Matthew started his talk with a bit of background on OpenEmbedded. It has been started inside the OpenZaurus project in order to easily be able to build applications for Zaurus PDAs. After some time, the build tool was rewritten to seperate the build tool for the metadata describing how to build the various applications. The build tool, named bitbake is based on concepts found in Gentoo's portage tool. OpenEmbedded is now used by many open source projects : handhelds.org, Linksys routeurs, Motorola phones, MythTV hardware and more recently OpenMoko.

The speaker then defined OpenEmbedded as a « self contained cross build system for embedded devices ». It contains a collection of recipes that describes how to build thousands of packages including bootloaders, kernels, libraries and applications. It targets more than 60 machines and provide over 40 package/machine configurations, which are basically custom distributions for a given device. OpenEmbedded doesn't contain the source code for the applications, it fetches it from tarballs or SVN thanks to instructions in the metadata. At the end, OpenEmbedded outputs individual packages and filesystem images (jffs2, ext3, etc.).

The build philosophy of OpenEmbedded is to build from scratch. By default, it builds the latest version of all components by downloading their source code and possibly applying patches to them.

OpenEmbedded is implemented using bitbake, whose role is to parse recipes and configurations, to create a database of how to tech, configure, build and install each package, to determine the dependencies between package, to build them in the correct order, in parallel when possible. It uses the IPK packaging format for individual packages.

To setup OpenEmbedded, one should first decide which metadata version to use (the latest one or a stable snapshot), then install bitbake. The speaker suggests to setup a pristine OpenEmbedded directory, and to not make your changes directly inside this set of reference metadata. There a mechanism called overlay that allows to keep to modifications separate from the code OpenEmbedded. The speaker also suggest to set up an internal mirror of the upstream softwares you're using, so that you are sure of the version you will be using and there won't be any surprise such as upstream server downtime, etc. The switch to an internal mirror is made very simple in OpenEmbedded.

bitbake parses all configuration and recipes files found in the directories listed in the BBPATH environment variables. So one can setup an overlay directory that will contain specific configuration files, internal packages metadata and that might overload any pristine metadata. Then, BBPATH should include two directories : the one with the pristine OpenEmbedded metadata, and the directory with the overlay information. The overlay directory should contain two subdirectories : conf/ with custom and overloaded configuration files and packages/ with internal and overloaded package files. Using that you can for example overload the default Busybox configuration provided in the pristine OpenEmbedded metadata by your specific Busybox configuration.

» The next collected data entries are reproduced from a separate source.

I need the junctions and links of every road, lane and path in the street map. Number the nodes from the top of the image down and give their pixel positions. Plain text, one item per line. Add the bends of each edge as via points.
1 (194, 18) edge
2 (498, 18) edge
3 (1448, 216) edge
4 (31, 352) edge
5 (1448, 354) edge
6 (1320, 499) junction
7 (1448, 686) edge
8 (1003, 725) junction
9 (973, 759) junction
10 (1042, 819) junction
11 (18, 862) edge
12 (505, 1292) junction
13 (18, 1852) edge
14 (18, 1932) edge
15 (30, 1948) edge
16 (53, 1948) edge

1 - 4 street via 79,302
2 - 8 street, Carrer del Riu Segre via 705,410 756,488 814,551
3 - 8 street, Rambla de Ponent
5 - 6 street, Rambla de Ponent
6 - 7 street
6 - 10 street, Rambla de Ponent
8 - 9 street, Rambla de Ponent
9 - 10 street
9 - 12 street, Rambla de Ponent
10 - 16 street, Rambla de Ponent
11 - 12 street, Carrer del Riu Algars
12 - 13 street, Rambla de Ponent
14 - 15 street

The configuration files define how the build environment is setup, package versions, information, global inheritance, target boards, final image configuration, etc. There are four types of configuration files, and Matthew went through all of them one by one to give an idea of what they are useful for.

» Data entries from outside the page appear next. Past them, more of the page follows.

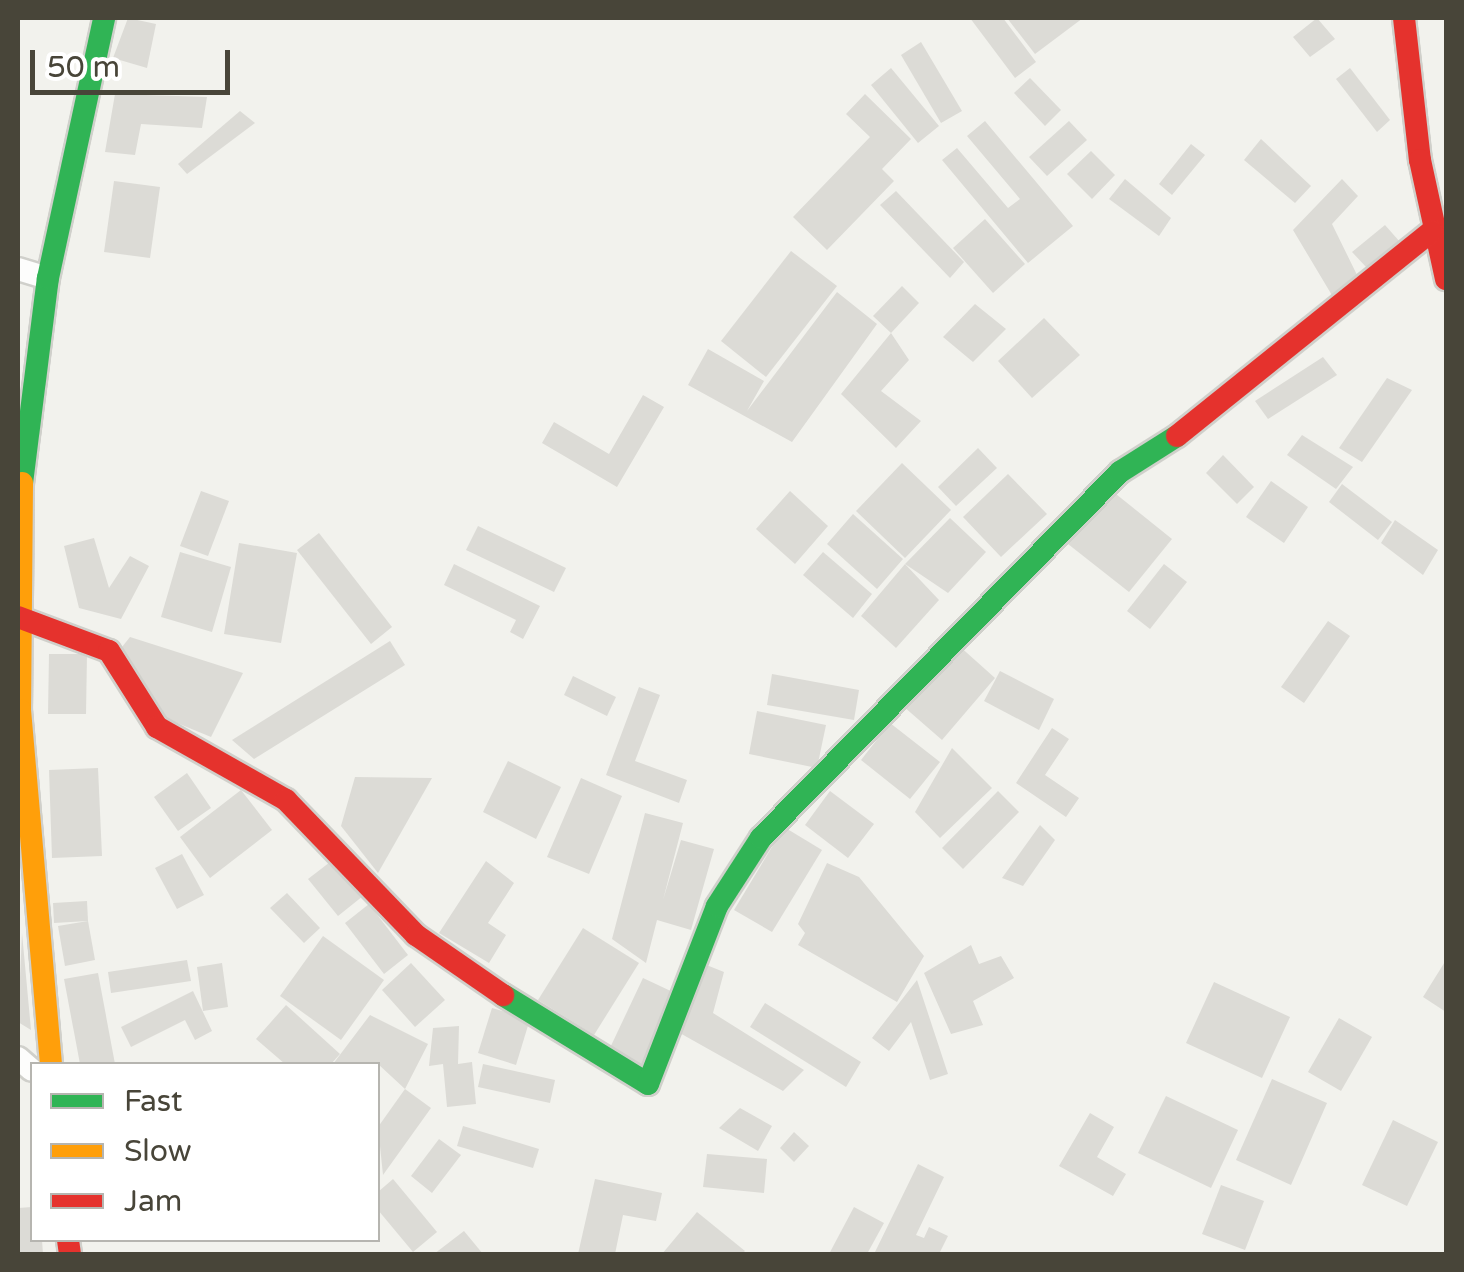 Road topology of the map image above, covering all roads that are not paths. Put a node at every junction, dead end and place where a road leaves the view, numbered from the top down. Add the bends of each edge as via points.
1 (104, 18) edge
2 (1404, 18) edge
3 (1432, 230) junction
4 (18, 269) edge
5 (48, 278) junction
6 (1446, 279) edge
7 (18, 617) edge
8 (51, 1062) edge

1 - 5 street
2 - 3 street
3 - 6 street
3 - 7 street via 1187,430 1120,472 888,699 761,838 716,906 648,1084 590,1055 416,935 286,800 157,727 109,651
4 - 5 street
5 - 7 street via 22,479
7 - 8 street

The first configuration file is the distro configuration file. It defines the toolchain and package versions, the package configuration and high level settings such as whether udev should be used or not, and final image format. Matthew detailled a specific example of such a configuration file, which simply defines a set of variables.

The second configuration file is the machine configuration file, defining board specific versions and features : architecture, compiler options, kernel version and package provider and board specific things. Again, the speaker gave an example in which one could see the architecture specification, the specification of the udev version and the kernel version, and a list of features that should be included (alsa, host-usb, gadget-usb, mtd, wifi, etc.). That list of features will trigger the build and inclusion of various packages into the final image.

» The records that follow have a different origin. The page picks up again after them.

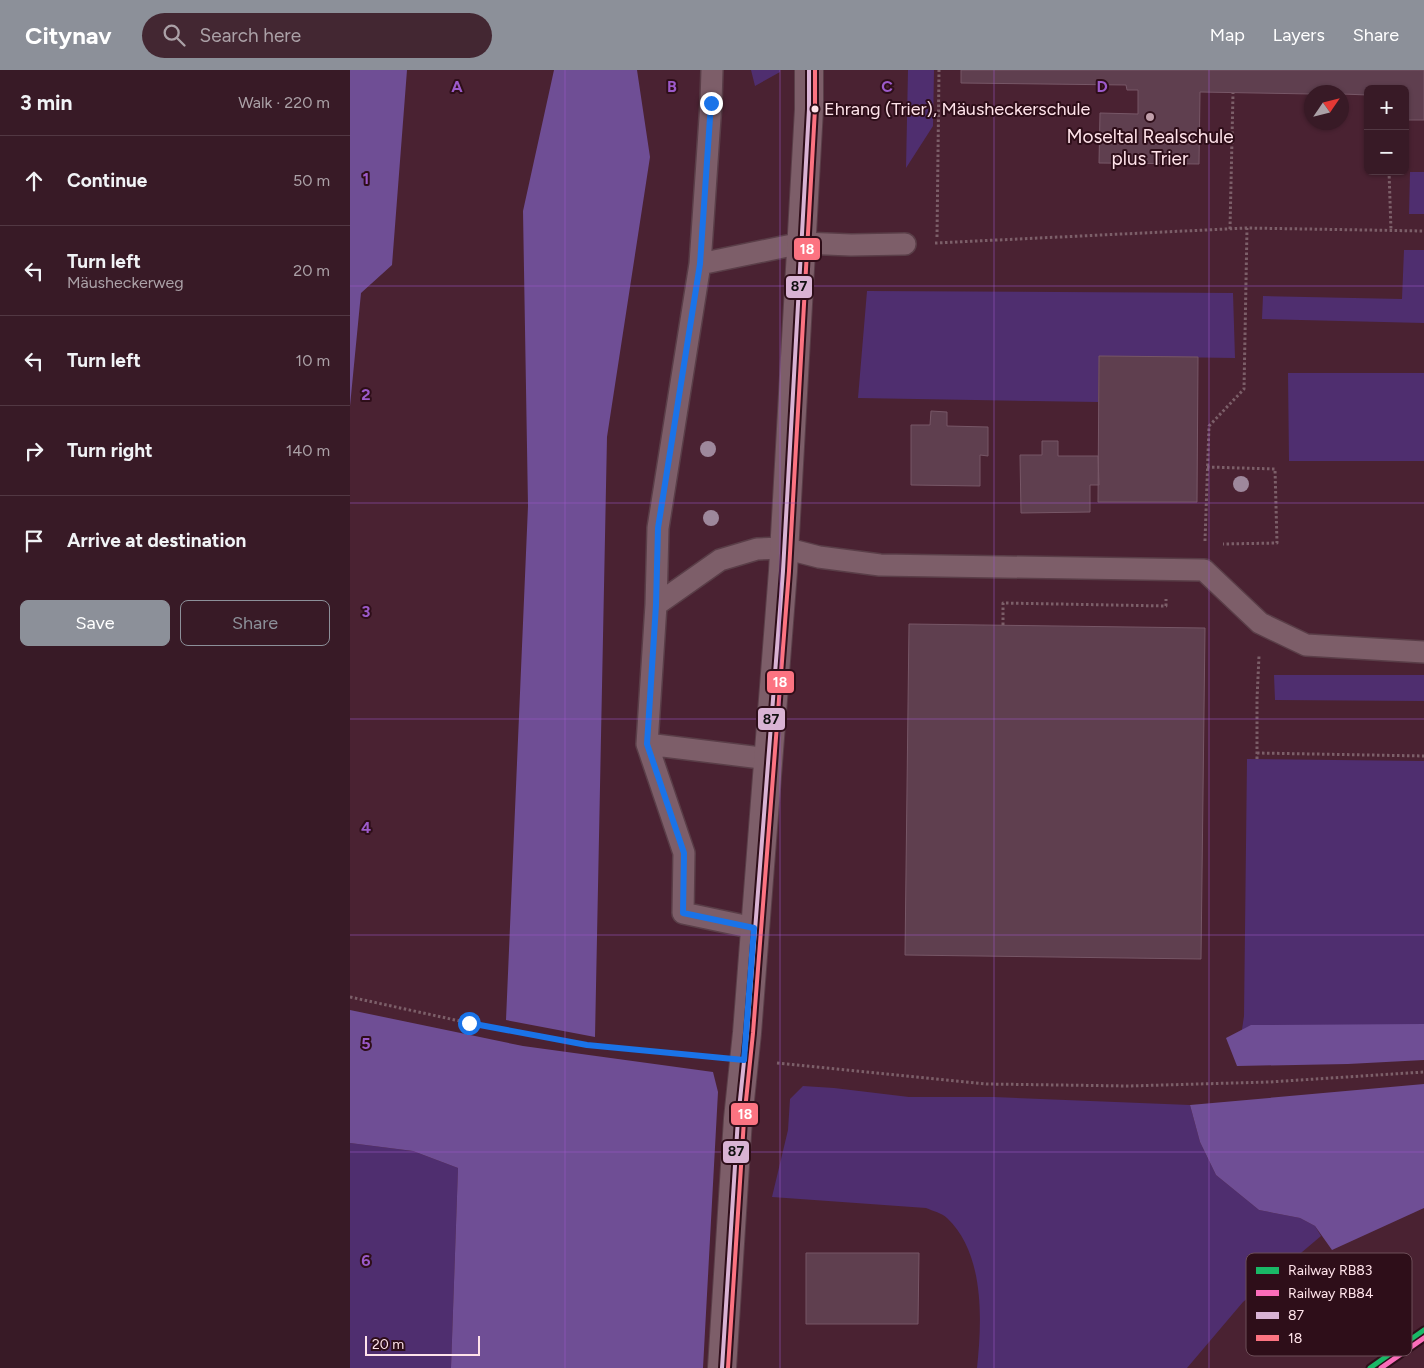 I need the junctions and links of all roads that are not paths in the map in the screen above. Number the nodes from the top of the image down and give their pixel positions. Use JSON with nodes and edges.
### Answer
{"nodes":[{"id":1,"x":712,"y":70,"type":"edge"},
{"id":2,"x":809,"y":70,"type":"edge"},
{"id":3,"x":802,"y":243,"type":"junction"},
{"id":4,"x":905,"y":244,"type":"road end"},
{"id":5,"x":700,"y":264,"type":"junction"},
{"id":6,"x":784,"y":548,"type":"junction"},
{"id":7,"x":656,"y":605,"type":"junction"},
{"id":8,"x":1424,"y":652,"type":"edge"},
{"id":9,"x":647,"y":744,"type":"junction"},
{"id":10,"x":769,"y":759,"type":"junction"},
{"id":11,"x":754,"y":928,"type":"junction"},
{"id":12,"x":722,"y":1368,"type":"edge"}],
"edges":[{"from":1,"to":5,"type":"lane"},
{"from":2,"to":3,"type":"street"},
{"from":3,"to":4,"type":"lane"},
{"from":3,"to":5,"type":"lane"},
{"from":3,"to":6,"type":"street"},
{"from":5,"to":7,"type":"lane"},
{"from":6,"to":7,"type":"lane"},
{"from":6,"to":8,"type":"lane"},
{"from":6,"to":10,"type":"street"},
{"from":7,"to":9,"type":"lane"},
{"from":9,"to":10,"type":"lane"},
{"from":9,"to":11,"type":"lane"},
{"from":10,"to":11,"type":"street"},
{"from":11,"to":12,"type":"street"}]}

The next configuration file was the recipe files, with the .bb extension. They contain the necessary information to build a package, in the form of functions do_fetch(), do_stage(), do_configure(), do_compile(), do_install(). There are also four types of bb files. First classes, that define common steps for a class of package (for example all kernel packages share the same building procedure). Then packages, that usually inherits classes, adds or overrides package specific settings and steps. The next type of bb files are tasks, that defines the collection of packages to be built. And the last type, images, allows to create filesystem images out of tasks.

Matthew then went into more details about tasks. They allow to divide packages into logical groups, to enable developers to work on building blocks or to separate production and development. Typically, one could define four tasks : base (with the base system, kernel, glibc, busybox, etc.), core (with the core open source middleware components), apps (with the product applications) and UI (with the interface specific components). Of course this is completely flexible.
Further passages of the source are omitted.